If you have any comments, warnings, or rants about how this is evil, do share.

About these ads
This entry was posted in Clojure. Bookmark the permalink.

26 Responses to À la carte configuration in Clojure APIs

  1. Jim says:

    Hey Chas. Are you familiar with the state monad?

    • Alex Miller says:

      Indeed, we have experimented with using monads to solve this problem in some places. We did not like it better enough to keep it though.

    • Chas Emerick says:

      Vaguely. Insofar as each time I’ve learned about monads I’ve thought “oh, is that all there is to them?”, I’ve not really internalized what each one is.

      A slight googling and some prodding in irc reminds though…presumably, we’re talking about immutable state, in which case only the reader monad is applicable, correct? (Leaving aside the state of the database or other thing we’re providing configuration for.) Unless I’m really off-track, that would make things somewhat more onerous for consumers of the API (insofar as either higher-level library authors or direct users would end up having to grapple with the monadic underbelly of things).

      Do a dullard a favor and let know if I’m in the weeds.

  2. Slightly evil, in particular points (1) and (3). If you can do it without rebinding any functions, I’ll like it. I think I’d prefer to have two distinct namespaces that provide the same API, where all the functions in one use dynamic config and wrap the functions in the other. Using an approach similar to this one, you could generate the “dynamic” ns automatically.

  3. llasram says:

    For “unease” (3) I agree that in many cases the overhead this would introduce doesn’t matter, but you do still end up paying plenty of overhead even *without* calling with-config — both the performance cost of calling functions through :dynamic vars and the cost of argument wrapping/unwrapping by the closure introduced by unease (1).

    Your unease (1) by itself is enough to put me pretty off this approach personally.

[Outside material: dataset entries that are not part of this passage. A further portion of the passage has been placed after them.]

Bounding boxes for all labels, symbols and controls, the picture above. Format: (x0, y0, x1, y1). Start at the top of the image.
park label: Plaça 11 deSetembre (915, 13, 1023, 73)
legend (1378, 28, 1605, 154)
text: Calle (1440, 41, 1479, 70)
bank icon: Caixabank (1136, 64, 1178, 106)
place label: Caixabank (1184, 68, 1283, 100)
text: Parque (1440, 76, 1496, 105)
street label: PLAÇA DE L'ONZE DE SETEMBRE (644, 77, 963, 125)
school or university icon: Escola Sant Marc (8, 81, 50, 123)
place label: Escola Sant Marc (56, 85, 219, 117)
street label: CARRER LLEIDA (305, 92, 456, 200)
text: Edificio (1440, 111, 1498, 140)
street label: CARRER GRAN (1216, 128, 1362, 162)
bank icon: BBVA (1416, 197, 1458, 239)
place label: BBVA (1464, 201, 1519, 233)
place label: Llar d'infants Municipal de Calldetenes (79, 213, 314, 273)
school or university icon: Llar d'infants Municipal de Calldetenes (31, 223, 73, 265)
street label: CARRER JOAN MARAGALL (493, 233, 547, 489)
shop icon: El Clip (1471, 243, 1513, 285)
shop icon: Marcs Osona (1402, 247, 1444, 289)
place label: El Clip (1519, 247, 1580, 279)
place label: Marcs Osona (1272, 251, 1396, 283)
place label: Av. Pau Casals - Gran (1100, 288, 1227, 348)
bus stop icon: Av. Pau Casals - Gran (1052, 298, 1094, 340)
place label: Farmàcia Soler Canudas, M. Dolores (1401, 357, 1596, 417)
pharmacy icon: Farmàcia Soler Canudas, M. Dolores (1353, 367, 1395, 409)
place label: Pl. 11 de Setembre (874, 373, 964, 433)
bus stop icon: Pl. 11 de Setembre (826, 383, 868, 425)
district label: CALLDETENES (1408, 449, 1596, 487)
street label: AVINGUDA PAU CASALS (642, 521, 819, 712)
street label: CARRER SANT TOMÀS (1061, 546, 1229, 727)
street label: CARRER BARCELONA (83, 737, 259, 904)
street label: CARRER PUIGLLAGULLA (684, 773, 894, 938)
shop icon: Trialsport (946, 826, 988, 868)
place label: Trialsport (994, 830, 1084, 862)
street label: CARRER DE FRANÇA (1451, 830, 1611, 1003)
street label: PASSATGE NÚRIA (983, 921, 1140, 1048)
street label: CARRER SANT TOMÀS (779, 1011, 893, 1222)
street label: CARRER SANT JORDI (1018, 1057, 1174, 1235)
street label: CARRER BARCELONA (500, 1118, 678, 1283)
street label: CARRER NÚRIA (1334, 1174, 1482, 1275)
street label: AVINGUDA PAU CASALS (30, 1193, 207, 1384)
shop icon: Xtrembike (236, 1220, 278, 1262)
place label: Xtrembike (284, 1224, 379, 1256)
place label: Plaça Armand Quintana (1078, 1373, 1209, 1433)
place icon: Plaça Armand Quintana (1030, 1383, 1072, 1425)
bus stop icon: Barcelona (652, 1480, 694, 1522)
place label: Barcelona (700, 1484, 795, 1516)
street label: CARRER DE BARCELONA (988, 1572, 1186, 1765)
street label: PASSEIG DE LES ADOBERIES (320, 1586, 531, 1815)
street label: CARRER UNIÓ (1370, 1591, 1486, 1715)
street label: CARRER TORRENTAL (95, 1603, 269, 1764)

This boils down to changing calling conventions with dynamic scope. The def-wrapping macro provides a consistent worldview within the module, but any attempts to build other APIs on top of base APIs defined this way have exactly the same problem, and would need a similar solution. Additionally, users of APIs defined this way have no way of accessing both calling conventions at once, in particular no way of accessing the config-as-argument convention once within the dynamic scope of a with-config.

    Instead of dynamically overriding the API function vars, why not simply automatically define parallel versions which bind their first argument to *config*? The alternate versions could even live in a different namespace, keeping their local names the same. Users could import whichever version of the API they needed, or both of necessary.

    • Chas Emerick says:

      Good point about the “solution” to (1) being a local one only. binding does introduce a similar weakness, insofar as an external library (or its users) would need to properly manage dynamic scope — but at least it’s a known weakness, as opposed to (1)’s novel weakness.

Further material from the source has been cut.